Ters Trafikte Hayatta Kalma Mücadelesi ve OXFORD
- londonermom
- Nov 20, 2017
- 2 min read
Arabayı yeni aldık malum, hem biraz gezelim hem de ters trafikte biraz daha uzun kalmayı deneyelim dedik ve ben en söylenmemesi gereken sözü söyledim ‘giderken arabayı ben kullanayım mı?’. Her şey ondan sonra başladı, sevgili canım cocam tabi ki o tatlı dilini tutamadı ve bütün yol konuştu hatta hiç susmadı. Bu yolculuk öncesinde 2 kere 10 ar dakikalık ters trafik tecrübemden sonra bir buçuk saatlik yola çıktım ve o görülesi Oxford’a vardım. Vardığımda ise o yol boyunca çoooook konuşan canım cocam ‘hadi geçmiş olsun, gayet iyiydin’ dedi. Madem iyiydim yine söylendin dediğimde ise ‘kibar söylersem bazı şeyleri yarın unutursun ama böyle söylediğimde aklına kazınmış olur’ dedi:)
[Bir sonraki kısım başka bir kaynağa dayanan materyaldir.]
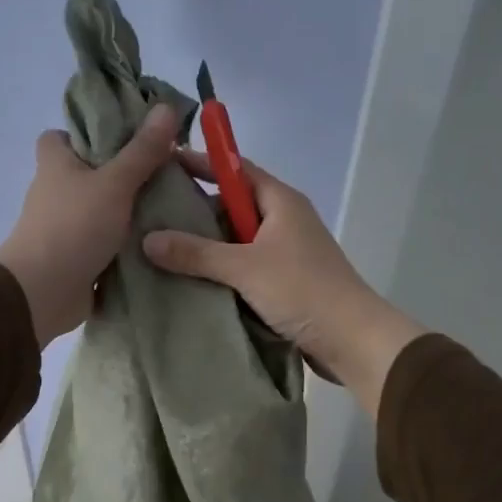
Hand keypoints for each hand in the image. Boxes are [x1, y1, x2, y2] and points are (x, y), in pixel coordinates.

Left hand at [0, 105, 178, 346]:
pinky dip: (125, 243)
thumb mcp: (114, 182)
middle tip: (162, 173)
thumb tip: (167, 107)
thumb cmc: (74, 226)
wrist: (43, 291)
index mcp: (55, 163)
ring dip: (127, 211)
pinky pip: (105, 242)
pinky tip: (158, 240)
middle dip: (122, 174)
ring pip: (100, 209)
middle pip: (89, 173)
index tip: (126, 138)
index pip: (62, 136)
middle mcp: (55, 191)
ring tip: (170, 205)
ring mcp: (64, 226)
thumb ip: (142, 150)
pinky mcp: (75, 256)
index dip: (89, 133)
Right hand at [142, 150, 424, 415]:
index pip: (236, 169)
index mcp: (281, 202)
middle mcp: (284, 220)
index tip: (165, 161)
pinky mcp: (285, 282)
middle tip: (154, 216)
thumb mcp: (244, 268)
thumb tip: (148, 239)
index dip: (203, 163)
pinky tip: (193, 280)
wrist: (352, 340)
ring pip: (238, 240)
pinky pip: (245, 267)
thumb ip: (196, 253)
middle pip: (234, 205)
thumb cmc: (302, 290)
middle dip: (198, 210)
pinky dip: (222, 271)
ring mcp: (286, 253)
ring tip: (164, 250)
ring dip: (208, 246)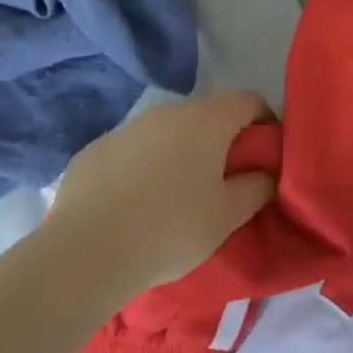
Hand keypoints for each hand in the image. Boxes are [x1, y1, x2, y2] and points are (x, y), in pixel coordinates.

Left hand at [44, 91, 275, 296]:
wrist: (87, 252)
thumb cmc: (171, 229)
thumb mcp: (227, 216)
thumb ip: (255, 188)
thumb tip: (265, 174)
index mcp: (206, 121)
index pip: (248, 100)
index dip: (264, 121)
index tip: (263, 154)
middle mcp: (167, 113)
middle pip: (206, 115)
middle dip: (219, 141)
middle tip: (221, 182)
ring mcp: (127, 128)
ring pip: (165, 133)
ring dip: (178, 153)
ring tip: (174, 197)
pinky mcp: (94, 150)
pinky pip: (130, 152)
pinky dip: (141, 168)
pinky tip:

Neyse bu sevimli yolculuktan sonra diyebilirim ki Oxford günübirlik gezmek icin harika bir seçim. Minik bir sehir merkezi olan ve neredeyse yürüyerek her yerini gezebileceğiniz bir yer. Adını hepimizin bildigi Oxford Üniversitesi ve kampüsü apayrı bir cumhuriyet gibi. Görünce etkilenmemek elde degil. Insanın bir yanındaki yavruya bir de üniversiteye defalarca bakası geliyor :)
Oxford öyle bir şehir ki üniversiteleri ile nam salmış ve nüfusunun üçte biri ögrenci. Bir an olsun bu şehri canim Eskişehirime benzettim. Keske Eskişehir gibi üniversiteleri bol olan ve ögrencileri sevip sarmalayan ve de kendini hep geliştirip yenileyen illerimiz daha da çok olsa…
Dönelim Oxford’a; kendisi üniversiteler sehri oldugundan bir sürü yeme-icme mekanı ve keyifli kafeler var yanı sıra gezilesi müzeleri ve nehirde sandal turları da mevcut. Yani geldim bu şehre ne yaparım demezsiniz. Nehirde bir sandal turu alır, Oxford Kalesi’ndeki atraksiyonlara bakar, Ashmolean Müzesinde gezer Kıbrıs ve Antalya’dan gelen kalıntılarımıza bakar bi ahhhhh dersiniz, güzel yemek yenecek dolu restorandan birini seçip keyfinizi yaptıktan sonra üniversite kampüslerini gezip bi kez daha ahhhh dersiniz.